TASK INPUT
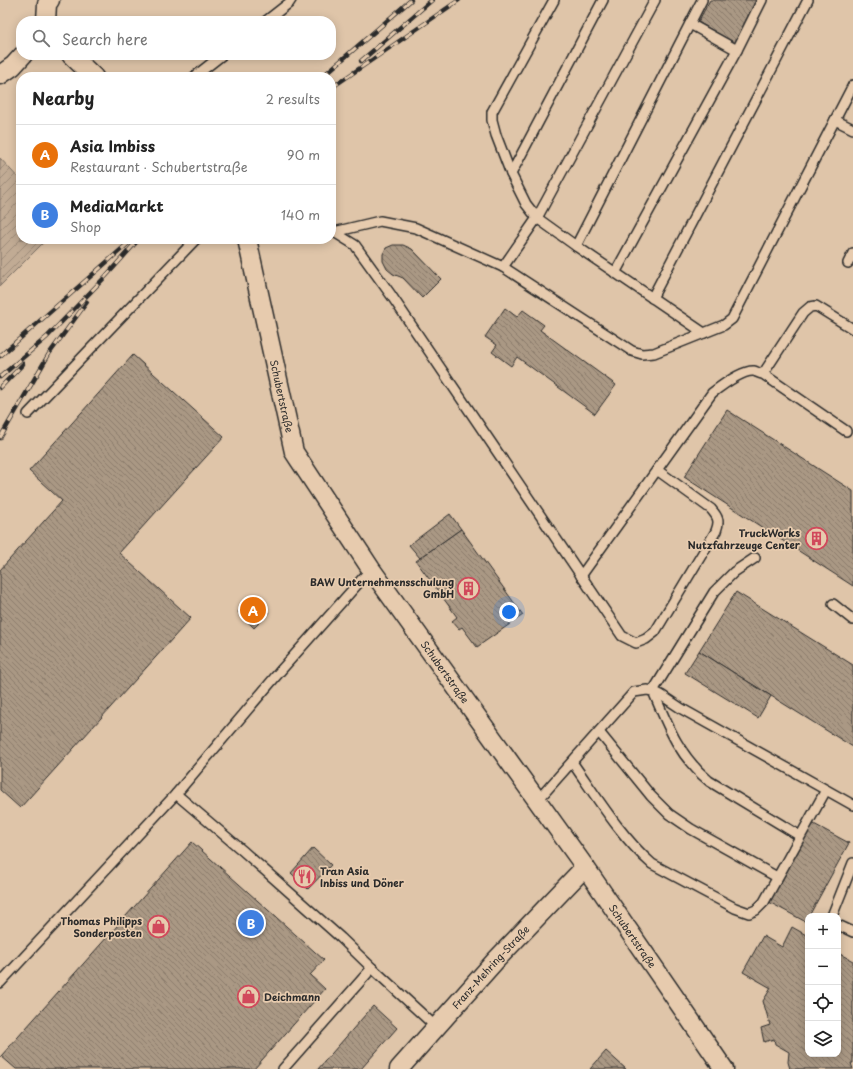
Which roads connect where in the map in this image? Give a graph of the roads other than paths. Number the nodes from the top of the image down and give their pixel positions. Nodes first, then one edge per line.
1 (50, 0) edge
2 (291, 0) edge
3 (554, 0) edge
4 (603, 0) edge
5 (655, 0) edge
6 (702, 0) edge
7 (762, 0) edge
8 (808, 0) edge
9 (46, 16) edge
10 (272, 16) edge
11 (690, 24) junction
12 (737, 50) junction
13 (18, 60) edge
14 (76, 60) edge
15 (216, 60) edge
16 (89, 72) edge
17 (200, 72) edge
18 (0, 75) edge
19 (853, 85) edge
20 (835, 120) junction
21 (853, 129) edge
22 (511, 174) junction
23 (537, 218) junction
24 (336, 231) edge
25 (336, 234) edge
26 (191, 244) edge
27 (248, 244) edge
28 (576, 246) junction
29 (853, 253) edge
30 (848, 263) dead end
31 (503, 267) junction
32 (615, 273) junction
33 (652, 298) junction
34 (853, 329) edge
35 (704, 333) junction
36 (763, 374) junction
37 (28, 414) dead end
38 (846, 431) dead end
39 (657, 470) junction
40 (756, 558) dead end
41 (371, 569) junction
42 (581, 576) junction
43 (833, 604) dead end
44 (853, 620) edge
45 (653, 692) junction
46 (599, 732) junction
47 (572, 762) junction
48 (826, 790) junction
49 (176, 794) junction
50 (537, 801) junction
51 (853, 805) edge
52 (800, 836) junction
53 (853, 863) edge
54 (585, 867) junction
55 (851, 875) edge
56 (778, 877) junction
57 (833, 913) edge
58 (841, 926) edge
59 (853, 932) edge
60 (372, 968) junction
61 (0, 983) edge
62 (436, 1027) junction
63 (283, 1069) edge
64 (399, 1069) edge
65 (724, 1069) edge

1 - 9 street
2 - 10 lane
3 - 22 lane
4 - 22 lane
5 - 23 lane
6 - 11 lane
7 - 12 lane
8 - 33 lane
11 - 12 lane
11 - 28 lane
12 - 32 lane
13 - 18 street
14 - 16 street
15 - 17 lane
19 - 20 lane
20 - 21 lane
20 - 35 lane
22 - 23 lane
23 - 28 lane
23 - 31 lane
24 - 31 lane
25 - 42 lane
26 - 37 lane
27 - 41 street, Schubertstraße
28 - 32 lane
29 - 30 lane
31 - 35 lane
32 - 33 lane
33 - 35 lane
34 - 36 lane
36 - 38 lane
36 - 39 lane
39 - 42 lane
39 - 42 lane
40 - 45 lane
41 - 49 lane
41 - 50 street, Schubertstraße
43 - 44 lane
45 - 46 lane
45 - 48 lane
45 - 52 lane
46 - 47 lane
46 - 56 lane
47 - 50 lane
47 - 56 lane
48 - 51 lane
48 - 52 lane
49 - 60 lane
49 - 61 lane
50 - 54 street, Schubertstraße
52 - 56 lane
53 - 55 lane
54 - 62 street, Franz-Mehring-Straße
54 - 65 street, Schubertstraße
55 - 57 lane
58 - 59 lane
60 - 62 lane
60 - 63 lane
62 - 64 street, Franz-Mehring-Straße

WORK TO BE COMPLETED
A faithful copy of all the lines above is needed, with the pictures omitted.

TASK OUTPUT
Which roads connect where in the map in this image? Give a graph of the roads other than paths. Number the nodes from the top of the image down and give their pixel positions. Nodes first, then one edge per line.
1 (50, 0) edge
2 (291, 0) edge
3 (554, 0) edge
4 (603, 0) edge
5 (655, 0) edge
6 (702, 0) edge
7 (762, 0) edge
8 (808, 0) edge
9 (46, 16) edge
10 (272, 16) edge
11 (690, 24) junction
12 (737, 50) junction
13 (18, 60) edge
14 (76, 60) edge
15 (216, 60) edge
16 (89, 72) edge
17 (200, 72) edge
18 (0, 75) edge
19 (853, 85) edge
20 (835, 120) junction
21 (853, 129) edge
22 (511, 174) junction
23 (537, 218) junction
24 (336, 231) edge
25 (336, 234) edge
26 (191, 244) edge
27 (248, 244) edge
28 (576, 246) junction
29 (853, 253) edge
30 (848, 263) dead end
31 (503, 267) junction
32 (615, 273) junction
33 (652, 298) junction
34 (853, 329) edge
35 (704, 333) junction
36 (763, 374) junction
37 (28, 414) dead end
38 (846, 431) dead end
39 (657, 470) junction
40 (756, 558) dead end
41 (371, 569) junction
42 (581, 576) junction
43 (833, 604) dead end
44 (853, 620) edge
45 (653, 692) junction
46 (599, 732) junction
47 (572, 762) junction
48 (826, 790) junction
49 (176, 794) junction
50 (537, 801) junction
51 (853, 805) edge
52 (800, 836) junction
53 (853, 863) edge
54 (585, 867) junction
55 (851, 875) edge
56 (778, 877) junction
57 (833, 913) edge
58 (841, 926) edge
59 (853, 932) edge
60 (372, 968) junction
61 (0, 983) edge
62 (436, 1027) junction
63 (283, 1069) edge
64 (399, 1069) edge
65 (724, 1069) edge

1 - 9 street
2 - 10 lane
3 - 22 lane
4 - 22 lane
5 - 23 lane
6 - 11 lane
7 - 12 lane
8 - 33 lane
11 - 12 lane
11 - 28 lane
12 - 32 lane
13 - 18 street
14 - 16 street
15 - 17 lane
19 - 20 lane
20 - 21 lane
20 - 35 lane
22 - 23 lane
23 - 28 lane
23 - 31 lane
24 - 31 lane
25 - 42 lane
26 - 37 lane
27 - 41 street, Schubertstraße
28 - 32 lane
29 - 30 lane
31 - 35 lane
32 - 33 lane
33 - 35 lane
34 - 36 lane
36 - 38 lane
36 - 39 lane
39 - 42 lane
39 - 42 lane
40 - 45 lane
41 - 49 lane
41 - 50 street, Schubertstraße
43 - 44 lane
45 - 46 lane
45 - 48 lane
45 - 52 lane
46 - 47 lane
46 - 56 lane
47 - 50 lane
47 - 56 lane
48 - 51 lane
48 - 52 lane
49 - 60 lane
49 - 61 lane
50 - 54 street, Schubertstraße
52 - 56 lane
53 - 55 lane
54 - 62 street, Franz-Mehring-Straße
54 - 65 street, Schubertstraße
55 - 57 lane
58 - 59 lane
60 - 62 lane
60 - 63 lane
62 - 64 street, Franz-Mehring-Straße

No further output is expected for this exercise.